US-Wahlkampf: Feuern auf allen Kanälen
18. Februar 2016Jeb Bush hat nicht das glücklichste Händchen, wenn es um Waffen geht. Nach einem Massaker an einem College in Oregon im Oktober 2015 sagte er bei einer Veranstaltung lapidar: "Dinge passieren." Die Notwendigkeit, Waffengesetze in dem Land zu verschärfen, in dem geschätzte 300 Millionen Waffen in Privatbesitz und Nachrichten über Massenschießereien fast alltäglich sind, sieht er nicht. Und nun teilt Bush auf Twitter ein Bild einer Waffe, in die sein Name graviert ist, mit nur einem Wort darunter: "America." Der Tweet wurde tausendfach geteilt. Allerdings nicht nur mit freundlichen Kommentaren, die typischen Internet-Spötter veröffentlichten schnell Bilder mit anderen, typischen Amerika-Stereotypen.
Das Bild twitterte der republikanische Präsidentschaftsbewerber vor einem Besuch einer Produktionsstätte eines Waffenherstellers in South Carolina. Ein plumper Versuch, sich mit der Waffenlobby und ihren Unterstützern gut zu stellen und Punkte bei der nächsten Vorwahl am Samstag in South Carolina zu sammeln.
Jeder Republikaner muss für Waffenbesitz sein
Tatsächlich wird es kein konservativer Kandidat im Rennen um das Weiße Haus wagen, sich jemals gegen das in der Verfassung festgeschriebene Recht der Bürger auf eine eigene Waffe zu stellen. Zu wichtig sind die Wähler, die die Freiheit, eine Waffe zu tragen, über alles stellen. Nicht wenige machen das zur Hauptargument, wen sie wählen - oder eben auch nicht. Die mächtigste Waffenlobby im Land, die National Rifle Association (NRA), beherrscht die gesellschaftliche und politische Debatte über dieses emotionale Thema seit Jahrzehnten.
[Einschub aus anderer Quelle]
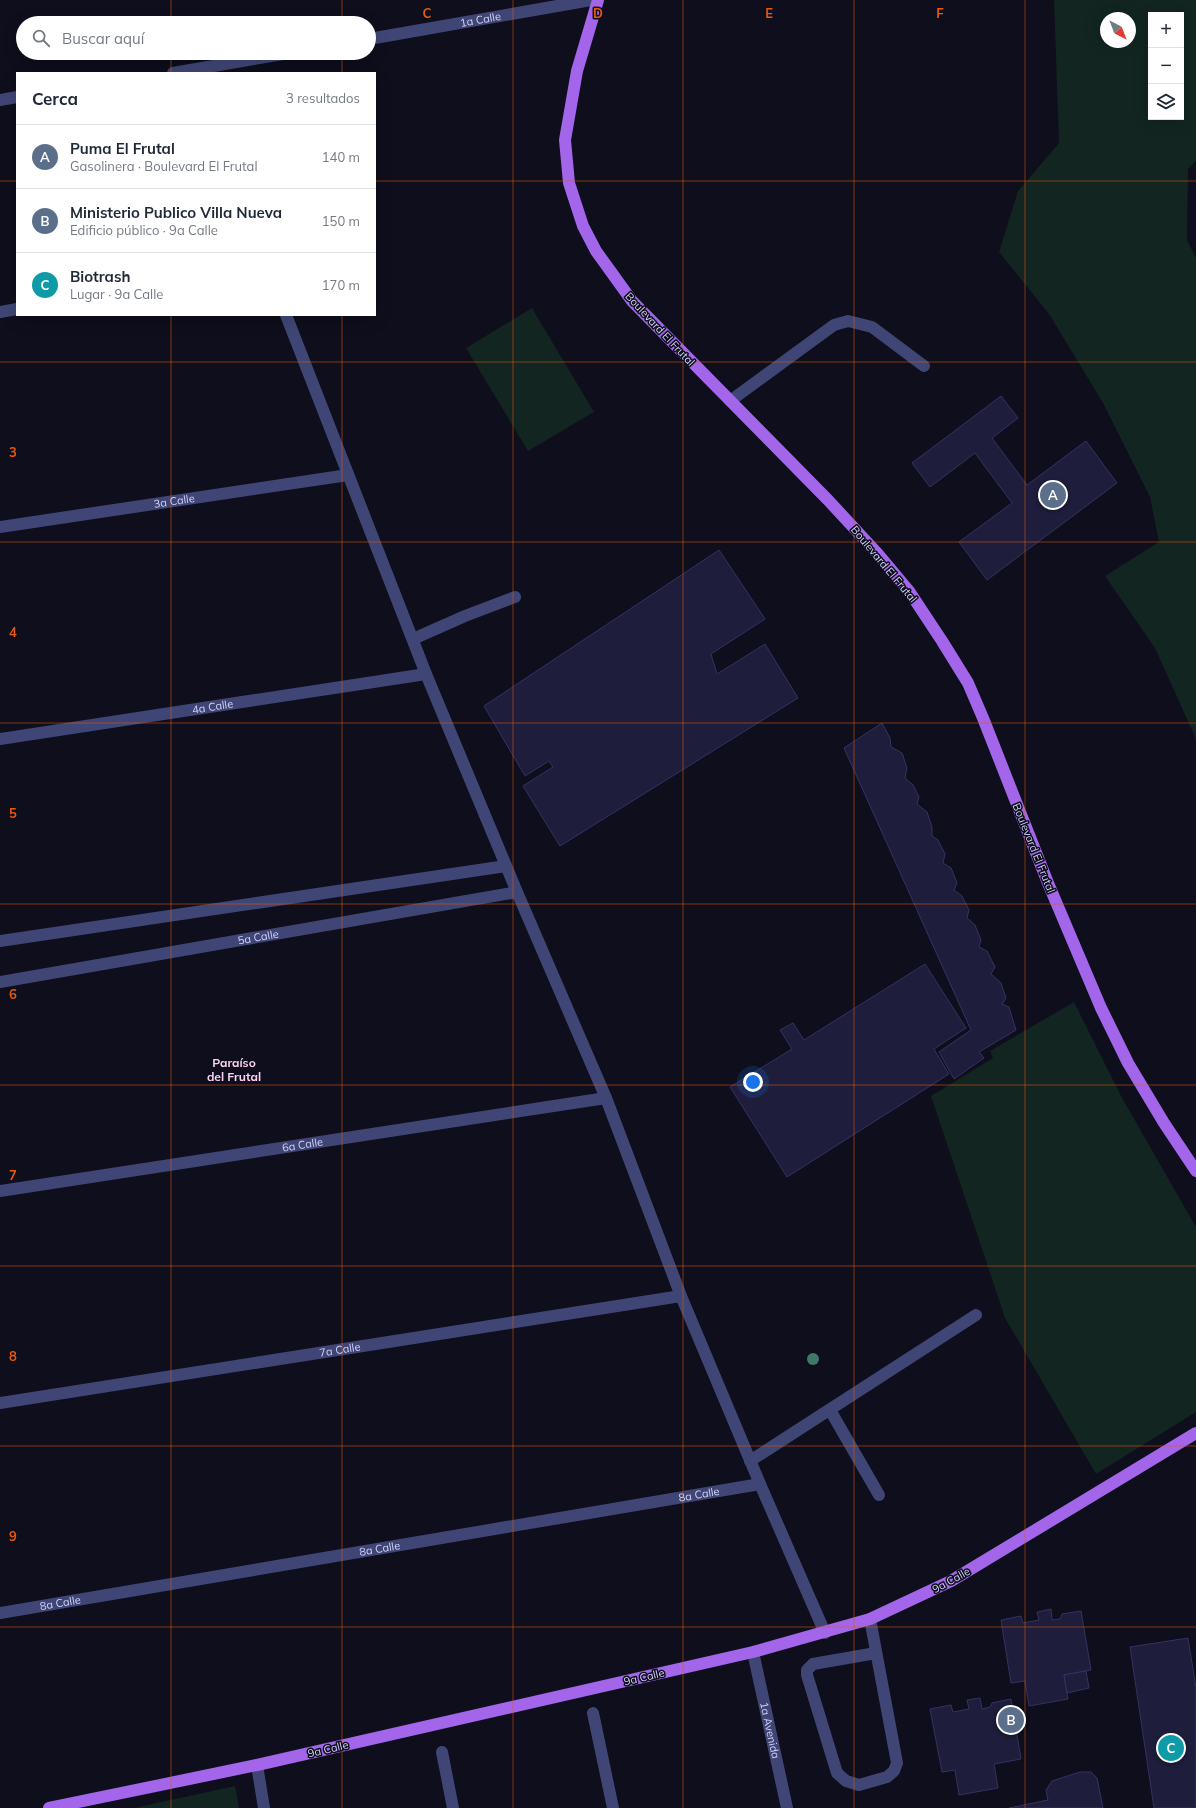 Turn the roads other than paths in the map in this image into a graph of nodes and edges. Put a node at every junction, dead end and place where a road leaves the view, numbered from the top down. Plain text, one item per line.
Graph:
1 (591, 0) edge
2 (598, 0) edge
3 (376, 38) edge
4 (248, 60) edge
5 (179, 72) edge
6 (16, 97) edge
7 (0, 100) edge
8 (16, 309) edge
9 (0, 312) edge
10 (286, 316) edge
11 (924, 366) dead end
12 (730, 401) junction
13 (348, 475) junction
14 (0, 527) edge
15 (515, 597) dead end
16 (413, 640) junction
17 (426, 674) junction
18 (0, 739) edge
19 (506, 866) junction
20 (517, 892) junction
21 (0, 941) edge
22 (0, 982) edge
23 (606, 1098) junction
24 (1196, 1171) edge
25 (0, 1191) edge
26 (681, 1296) junction
27 (976, 1315) dead end
28 (0, 1403) edge
29 (830, 1410) junction
30 (1196, 1433) edge
31 (750, 1461) junction
32 (760, 1484) junction
33 (879, 1495) dead end
34 (0, 1613) edge
35 (870, 1619) junction
36 (825, 1633) junction
37 (753, 1652) junction
38 (876, 1653) junction
39 (593, 1713) dead end
40 (442, 1752) dead end
41 (258, 1765) junction
42 (49, 1808) edge
43 (264, 1808) edge
44 (453, 1808) edge
45 (614, 1808) edge
46 (787, 1808) edge

1 - 3 street, 1a Calle
2 - 12 main road, Boulevard El Frutal
4 - 5 street
6 - 7 street
8 - 9 street
10 - 13 street
11 - 12 street
12 - 24 main road, Boulevard El Frutal
13 - 14 street, 3a Calle
13 - 16 street
15 - 16 street
16 - 17 street
17 - 18 street, 4a Calle
17 - 19 street
19 - 20 street
19 - 21 street
20 - 22 street, 5a Calle
20 - 23 street
23 - 25 street, 6a Calle
23 - 26 street
26 - 28 street, 7a Calle
26 - 31 street
27 - 29 street
29 - 31 street
29 - 33 street
30 - 35 main road, 9a Calle
31 - 32 street
32 - 34 street, 8a Calle
32 - 36 street
35 - 36 main road, 9a Calle
35 - 38 street
36 - 37 main road, 9a Calle
37 - 41 main road, 9a Calle
37 - 46 street, 1a Avenida
38 - 38 street
39 - 45 street
40 - 44 street
41 - 42 main road, 9a Calle
41 - 43 street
Dabei vergibt die NRA nicht nur Schulnoten für Politiker im Hinblick auf ihre Einstellung zu Waffengesetzen, sie pumpt sehr viel Geld in die Kampagnen konservativer Politiker, um sicherzustellen, dass eine Verschärfung der Waffengesetze ausgeschlossen ist. Denn die könnten die Einnahmen der Hersteller mindern.
Kaum ein Thema spaltet die USA mehr als Waffen - und keines wird kontroverser diskutiert. Der ideologische Graben verläuft dabei eng an politischen Grenzen. Konservative rechtfertigen laxe Waffengesetze, die Demokraten befürworten Restriktionen. Das grundsätzliche Recht, ein Gewehr oder eine Pistole zu besitzen, würden aber auch sie nie in Zweifel ziehen.
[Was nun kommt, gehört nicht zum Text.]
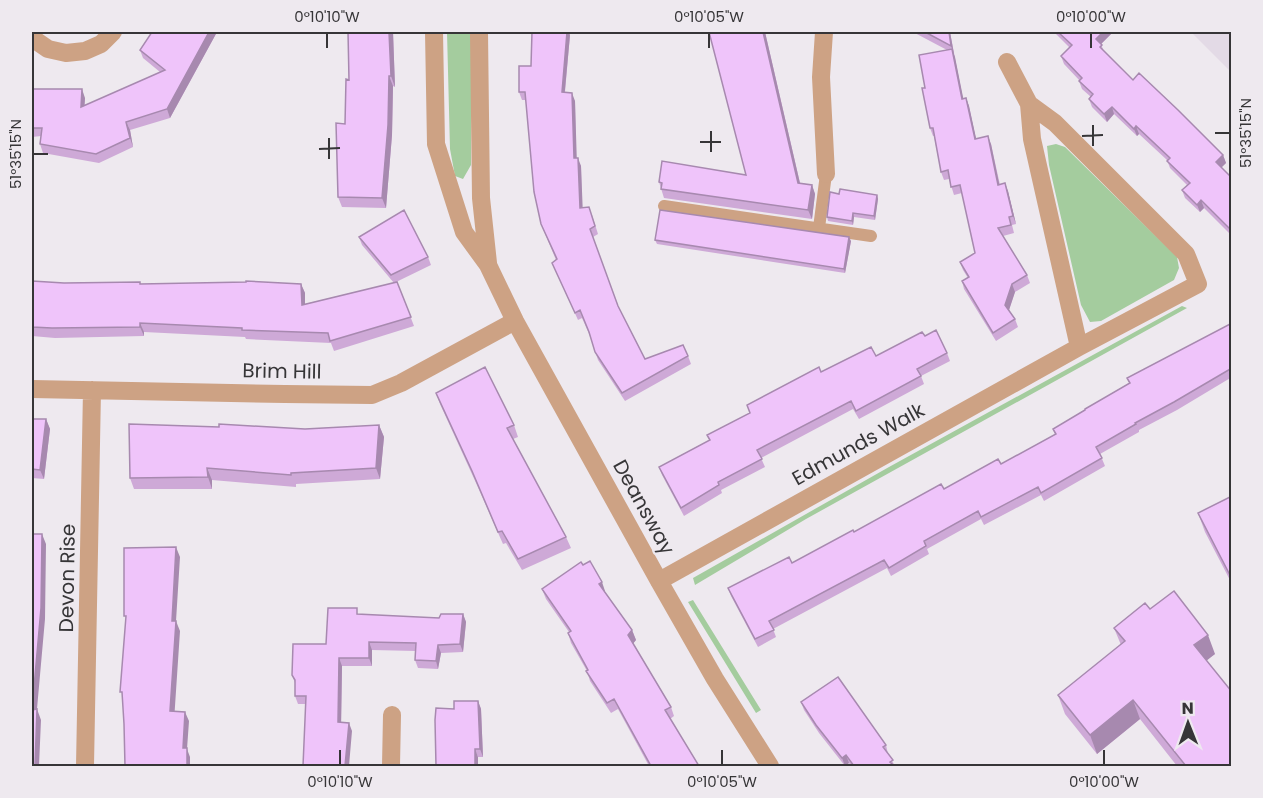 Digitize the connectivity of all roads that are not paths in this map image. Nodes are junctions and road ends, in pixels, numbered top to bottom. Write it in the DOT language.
graph roads {
  1 [pos="113,32"];
  2 [pos="434,32"];
  3 [pos="479,32"];
  4 [pos="824,32"];
  5 [pos="32,38"];
  6 [pos="1007,62"];
  7 [pos="1029,104"];
  8 [pos="826,174"];
  9 [pos="664,206"];
  10 [pos="819,228"];
  11 [pos="872,236"];
  12 [pos="488,265"];
  13 [pos="515,321"];
  14 [pos="1079,347"];
  15 [pos="32,389"];
  16 [pos="92,390"];
  17 [pos="659,581"];
  18 [pos="392,715"];
  19 [pos="85,766"];
  20 [pos="392,766"];
  21 [pos="770,766"];
  1 -- 5 [label="street"];
  2 -- 12 [label="street, Deansway"];
  3 -- 12 [label="street, Deansway"];
  4 -- 8 [label="street"];
  6 -- 7 [label="street, Edmunds Walk"];
  7 -- 14 [label="street, Edmunds Walk"];
  7 -- 14 [label="street, Edmunds Walk"];
  8 -- 10 [label="lane"];
  9 -- 10 [label="lane"];
  10 -- 11 [label="lane"];
  12 -- 13 [label="street, Deansway"];
  13 -- 16 [label="street, Brim Hill"];
  13 -- 17 [label="street, Deansway"];
  14 -- 17 [label="street, Edmunds Walk"];
  15 -- 16 [label="street, Brim Hill"];
  16 -- 19 [label="street, Devon Rise"];
  17 -- 21 [label="street, Deansway"];
  18 -- 20 [label="street"];
}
Teil der amerikanischen Identität
Das liegt zum einen an einem Urteil des Supreme Court aus dem Jahr 2010. In "District of Columbia v. Heller" entschied das oberste Gericht, dass der Zweite Zusatz der Verfassung das Recht jedes einzelnen Bürgers schützt, eine Handfeuerwaffe zu besitzen. Neben diesem Grundsatzurteil sind Waffen vor allem Teil der amerikanischen Geschichte und Identität. Die Waffe ist ein Stück der "last frontier", der letzten Grenzen, die die Amerikaner beim Aufbau ihrer Gesellschaft eingerissen haben. Der Waffenbesitz ist außerdem Ausdruck einer individuellen Freiheit des Einzelnen, den sich viele nicht nehmen lassen wollen. Der Eingriff des Staates ins Private soll möglichst gering sein. Waffen sind für viele Sammlerstücke, Hobby und Verteidigungsinstrument.
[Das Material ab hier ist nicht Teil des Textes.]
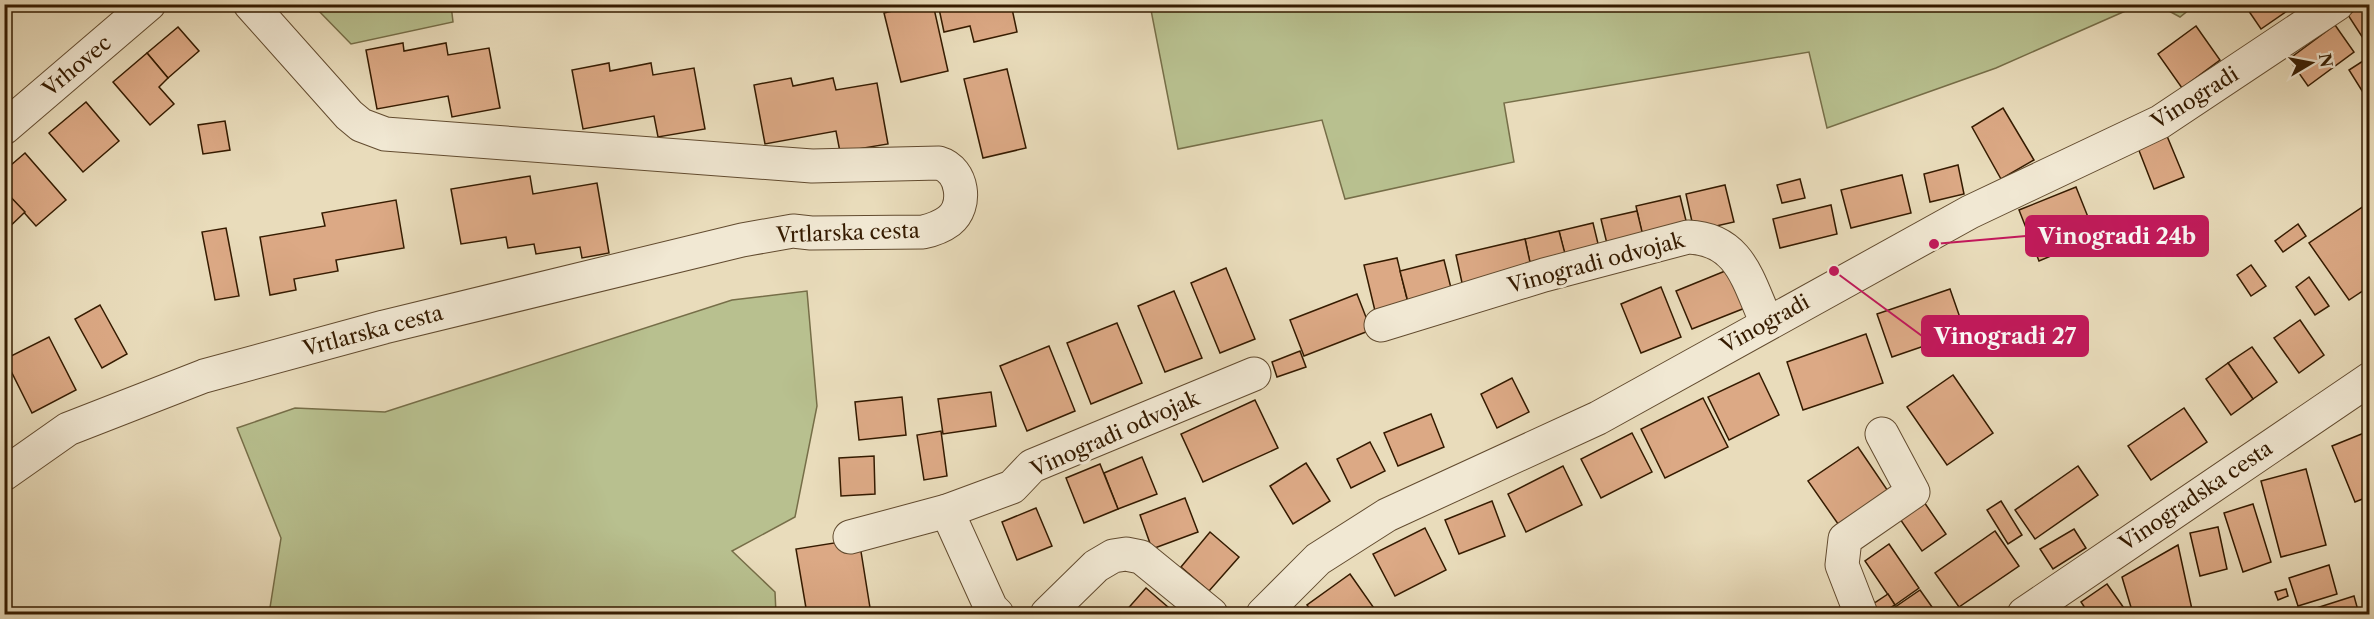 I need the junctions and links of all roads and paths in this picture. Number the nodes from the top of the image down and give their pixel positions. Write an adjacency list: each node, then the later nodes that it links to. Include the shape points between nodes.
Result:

Rationale Argumente greifen in dieser Debatte nicht. Selbst nach Amokläufen scheitern Versuche, Gesetze zu verschärfen, regelmäßig am Widerstand der Republikaner. Die fürchten um ihre Wählerstimmen in der konservativen Basis. Denn die NRA schafft es selbst nach Bildern von toten Kindern, die immergleiche Erzählung zu platzieren: Jede Verschärfung eines Gesetzes ist ein Schritt, um dem aufrechten Bürger seine Gewehre und Revolver wegzunehmen. Und wenn der gute Amerikaner keine Waffe mehr hat, kann er die "bad guys", die Bösen, auch nicht an Verbrechen hindern. So simpel, so effektiv.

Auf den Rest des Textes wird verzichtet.